頭の中でひとつずつ整理をしていると、やらなくてはいけないことのひとつが大騒ぎしながら教室に入ってきた。
海斗と千里にも、今日のどこかで話さなくてはいけない。
生徒会役員確定の話と、明日の大掛かりなイベントのことを。
ふたりとも機動力はあるのだが、若干顔に出やすい。ゆえにまだ伝えていないのだ。
「な、桃華! レア情報知りたくね?」
「何? 私が仕入れられなさそうなネタなの?」
そんなもの、この校内においてはないと言っていいだろう。
「どうかな? まぁいいや、聞いて驚け! 今日の放課後、司と翠葉がデートだって!」
どうやら藤宮司は首尾よく動いているようだ。それでなくてはすべてが台無しになる。
席にかばんを置いた翠葉は妙に慌てて否定した。
「海斗くんっ、デートじゃないよ!? ただ、付き合ってほしいって言われただけっ」
少し不安に思い、
「翠葉……一応確認なんだけど、その付き合ってほしいの意味、履き違えてないんでしょうね?」
「あ、わ、大丈夫っ。だって『用事があるから』って、『市街まで付き合って』って言われたものっ。今度は正真正銘、どこかへ行くのに付き合う、の付き合うだよっ」
自信を持って答える翠葉に少しほっとする。
海斗、残念だけどこれは私の想定範囲内よ。
今日、四時十五分から四時半までの間に藤宮司が翠葉を学校から連れ出すことを前提で物事が進む。
四時半に校内放送にて明日のイベントを開示し、イベントの抽選会を桜林館で行うことになっている。
各クラス委員には四時半までクラスの人間を校内に留めるように、とだけ生徒会から指示を出していた。
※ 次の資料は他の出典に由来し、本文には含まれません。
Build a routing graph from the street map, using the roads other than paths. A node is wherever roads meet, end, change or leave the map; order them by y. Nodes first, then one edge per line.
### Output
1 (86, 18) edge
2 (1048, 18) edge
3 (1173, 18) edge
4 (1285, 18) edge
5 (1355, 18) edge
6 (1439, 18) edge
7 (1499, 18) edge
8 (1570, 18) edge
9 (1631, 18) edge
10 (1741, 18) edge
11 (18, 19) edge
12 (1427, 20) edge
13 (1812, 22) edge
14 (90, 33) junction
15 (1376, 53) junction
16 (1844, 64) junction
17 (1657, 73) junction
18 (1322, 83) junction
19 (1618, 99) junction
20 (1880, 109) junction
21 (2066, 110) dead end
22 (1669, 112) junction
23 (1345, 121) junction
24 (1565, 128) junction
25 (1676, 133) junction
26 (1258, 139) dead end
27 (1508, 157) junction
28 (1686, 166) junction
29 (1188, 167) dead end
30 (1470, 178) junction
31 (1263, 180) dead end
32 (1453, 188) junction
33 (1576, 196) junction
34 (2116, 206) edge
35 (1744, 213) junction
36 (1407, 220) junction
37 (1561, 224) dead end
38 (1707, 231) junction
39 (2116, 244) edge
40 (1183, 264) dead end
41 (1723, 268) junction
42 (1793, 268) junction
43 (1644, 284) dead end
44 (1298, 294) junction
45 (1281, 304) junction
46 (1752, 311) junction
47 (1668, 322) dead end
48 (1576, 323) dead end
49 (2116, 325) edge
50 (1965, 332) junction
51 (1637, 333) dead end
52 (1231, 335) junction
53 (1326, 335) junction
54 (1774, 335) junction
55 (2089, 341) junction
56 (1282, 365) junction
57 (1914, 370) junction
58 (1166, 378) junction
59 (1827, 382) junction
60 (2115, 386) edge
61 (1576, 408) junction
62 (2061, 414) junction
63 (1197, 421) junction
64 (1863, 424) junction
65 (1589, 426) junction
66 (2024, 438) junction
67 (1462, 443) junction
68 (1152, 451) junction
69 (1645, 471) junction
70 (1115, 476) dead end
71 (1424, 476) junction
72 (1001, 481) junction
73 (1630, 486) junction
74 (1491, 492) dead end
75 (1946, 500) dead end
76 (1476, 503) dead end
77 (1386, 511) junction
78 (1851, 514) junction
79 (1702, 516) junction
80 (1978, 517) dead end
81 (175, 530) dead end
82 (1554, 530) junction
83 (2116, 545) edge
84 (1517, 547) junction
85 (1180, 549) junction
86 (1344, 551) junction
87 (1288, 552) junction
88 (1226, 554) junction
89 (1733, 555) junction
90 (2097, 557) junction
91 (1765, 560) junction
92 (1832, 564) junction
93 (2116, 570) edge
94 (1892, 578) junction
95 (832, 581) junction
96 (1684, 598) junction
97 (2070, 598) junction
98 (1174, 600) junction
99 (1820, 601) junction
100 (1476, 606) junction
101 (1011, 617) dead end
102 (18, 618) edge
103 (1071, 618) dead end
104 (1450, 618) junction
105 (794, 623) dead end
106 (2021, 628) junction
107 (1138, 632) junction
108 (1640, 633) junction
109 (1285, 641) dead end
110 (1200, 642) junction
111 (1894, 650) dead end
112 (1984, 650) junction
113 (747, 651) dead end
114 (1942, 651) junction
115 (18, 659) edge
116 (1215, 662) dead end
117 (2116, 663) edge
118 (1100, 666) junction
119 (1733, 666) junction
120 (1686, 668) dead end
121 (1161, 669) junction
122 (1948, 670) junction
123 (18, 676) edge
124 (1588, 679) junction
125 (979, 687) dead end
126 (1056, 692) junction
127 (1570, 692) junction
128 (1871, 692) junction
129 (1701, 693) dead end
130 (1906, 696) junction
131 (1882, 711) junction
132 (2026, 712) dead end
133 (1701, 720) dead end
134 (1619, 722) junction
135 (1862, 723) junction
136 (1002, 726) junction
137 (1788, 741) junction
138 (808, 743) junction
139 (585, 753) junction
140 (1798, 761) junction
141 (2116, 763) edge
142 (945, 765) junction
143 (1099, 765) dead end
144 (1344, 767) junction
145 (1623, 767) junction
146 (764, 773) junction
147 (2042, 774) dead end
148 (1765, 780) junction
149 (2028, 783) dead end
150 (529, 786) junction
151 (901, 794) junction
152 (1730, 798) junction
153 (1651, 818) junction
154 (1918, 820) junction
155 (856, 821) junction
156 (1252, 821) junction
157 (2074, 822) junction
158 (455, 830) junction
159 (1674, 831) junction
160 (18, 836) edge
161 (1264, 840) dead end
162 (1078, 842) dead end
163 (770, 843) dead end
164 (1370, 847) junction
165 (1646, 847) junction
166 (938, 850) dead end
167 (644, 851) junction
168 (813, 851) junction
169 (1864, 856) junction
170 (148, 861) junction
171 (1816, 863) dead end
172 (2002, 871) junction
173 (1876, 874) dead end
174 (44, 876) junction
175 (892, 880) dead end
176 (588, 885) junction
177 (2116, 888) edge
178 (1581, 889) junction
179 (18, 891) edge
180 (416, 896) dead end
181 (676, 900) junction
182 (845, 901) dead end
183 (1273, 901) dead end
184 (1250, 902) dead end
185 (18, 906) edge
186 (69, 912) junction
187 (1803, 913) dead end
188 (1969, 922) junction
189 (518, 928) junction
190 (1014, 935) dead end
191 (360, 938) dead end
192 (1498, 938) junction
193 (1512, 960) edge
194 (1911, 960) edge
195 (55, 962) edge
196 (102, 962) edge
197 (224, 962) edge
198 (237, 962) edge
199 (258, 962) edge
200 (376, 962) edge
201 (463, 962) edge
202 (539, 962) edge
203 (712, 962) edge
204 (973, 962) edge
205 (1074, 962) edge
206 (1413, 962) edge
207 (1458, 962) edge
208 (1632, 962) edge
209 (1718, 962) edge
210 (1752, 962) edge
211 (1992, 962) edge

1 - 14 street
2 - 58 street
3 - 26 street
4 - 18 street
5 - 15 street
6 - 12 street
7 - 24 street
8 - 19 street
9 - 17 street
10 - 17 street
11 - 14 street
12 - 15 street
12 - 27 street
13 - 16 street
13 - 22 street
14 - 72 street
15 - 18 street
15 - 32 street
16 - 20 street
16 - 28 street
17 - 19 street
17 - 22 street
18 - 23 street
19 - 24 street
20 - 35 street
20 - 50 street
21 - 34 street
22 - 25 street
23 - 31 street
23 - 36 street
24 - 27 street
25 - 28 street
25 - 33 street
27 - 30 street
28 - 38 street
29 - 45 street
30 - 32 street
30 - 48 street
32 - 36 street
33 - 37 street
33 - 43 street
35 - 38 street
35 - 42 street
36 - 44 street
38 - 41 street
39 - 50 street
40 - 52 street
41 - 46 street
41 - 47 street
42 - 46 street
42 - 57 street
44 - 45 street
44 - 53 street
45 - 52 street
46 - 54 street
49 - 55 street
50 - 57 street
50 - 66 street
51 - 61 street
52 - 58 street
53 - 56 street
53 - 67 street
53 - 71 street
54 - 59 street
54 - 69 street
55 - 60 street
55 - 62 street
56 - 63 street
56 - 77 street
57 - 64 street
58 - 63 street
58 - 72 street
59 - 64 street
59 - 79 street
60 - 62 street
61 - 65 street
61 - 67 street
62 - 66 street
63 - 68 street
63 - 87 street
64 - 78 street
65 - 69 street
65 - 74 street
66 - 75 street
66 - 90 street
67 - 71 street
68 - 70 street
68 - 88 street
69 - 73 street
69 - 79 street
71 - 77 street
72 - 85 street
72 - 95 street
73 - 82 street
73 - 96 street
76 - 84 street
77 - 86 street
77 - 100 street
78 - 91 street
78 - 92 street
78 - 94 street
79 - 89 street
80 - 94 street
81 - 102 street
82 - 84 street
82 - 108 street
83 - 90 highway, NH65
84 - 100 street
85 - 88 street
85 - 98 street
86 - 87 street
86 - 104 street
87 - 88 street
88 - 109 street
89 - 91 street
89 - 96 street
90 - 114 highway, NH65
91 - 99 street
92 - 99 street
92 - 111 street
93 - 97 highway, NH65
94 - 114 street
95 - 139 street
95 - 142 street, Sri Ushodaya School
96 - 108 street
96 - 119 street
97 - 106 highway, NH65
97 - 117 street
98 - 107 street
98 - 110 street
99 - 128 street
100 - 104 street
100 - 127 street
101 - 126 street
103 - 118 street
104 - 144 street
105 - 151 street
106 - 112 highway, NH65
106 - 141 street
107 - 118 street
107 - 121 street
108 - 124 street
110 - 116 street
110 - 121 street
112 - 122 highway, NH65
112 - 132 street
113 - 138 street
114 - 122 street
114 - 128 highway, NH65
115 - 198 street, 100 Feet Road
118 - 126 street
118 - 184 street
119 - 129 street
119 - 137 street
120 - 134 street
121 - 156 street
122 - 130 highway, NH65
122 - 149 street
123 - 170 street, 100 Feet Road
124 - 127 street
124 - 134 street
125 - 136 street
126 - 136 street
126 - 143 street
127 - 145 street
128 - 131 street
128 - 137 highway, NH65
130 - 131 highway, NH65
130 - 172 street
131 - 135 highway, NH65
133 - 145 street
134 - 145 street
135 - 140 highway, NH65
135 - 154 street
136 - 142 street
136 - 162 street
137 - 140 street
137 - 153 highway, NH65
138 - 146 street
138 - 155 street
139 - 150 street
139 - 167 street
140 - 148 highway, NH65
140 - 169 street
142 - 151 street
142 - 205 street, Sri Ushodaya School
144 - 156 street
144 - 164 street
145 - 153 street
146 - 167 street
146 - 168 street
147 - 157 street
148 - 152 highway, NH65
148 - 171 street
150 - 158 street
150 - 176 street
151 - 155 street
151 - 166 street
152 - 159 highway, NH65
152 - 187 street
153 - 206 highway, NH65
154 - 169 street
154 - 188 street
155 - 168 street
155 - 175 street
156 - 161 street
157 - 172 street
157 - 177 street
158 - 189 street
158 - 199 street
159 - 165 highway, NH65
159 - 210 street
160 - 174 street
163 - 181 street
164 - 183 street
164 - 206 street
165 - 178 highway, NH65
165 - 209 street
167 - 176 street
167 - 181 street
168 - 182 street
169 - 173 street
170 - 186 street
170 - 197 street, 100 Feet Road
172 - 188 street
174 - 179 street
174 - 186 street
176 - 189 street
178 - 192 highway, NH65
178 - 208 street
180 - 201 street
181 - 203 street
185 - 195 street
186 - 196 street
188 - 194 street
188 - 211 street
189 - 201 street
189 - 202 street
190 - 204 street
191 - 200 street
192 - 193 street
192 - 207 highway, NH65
「俺、午後練サボってあとつけたいくらい興味津々なんだけどっ!」
いえ、海斗にはほかにやってもらうことが山ほどあるから無理よ。
そうは思いつつ、
「私も右に同じよ……。ま、そんなえげつないことはしないけど。……あぁ、そうだ。海斗あとで話があるの」
そうね、昼前には話しておこう。千里にはいつ話そうか……。
今一番の問題児。なんといっても翠葉をターゲットにしている最中だし……。
校内放送をかけるのと同時に呼びつけるのが妥当ね。
あとで茜先輩にメールを送っておこう。きっと校内放送を担当するのは久先輩だろうから。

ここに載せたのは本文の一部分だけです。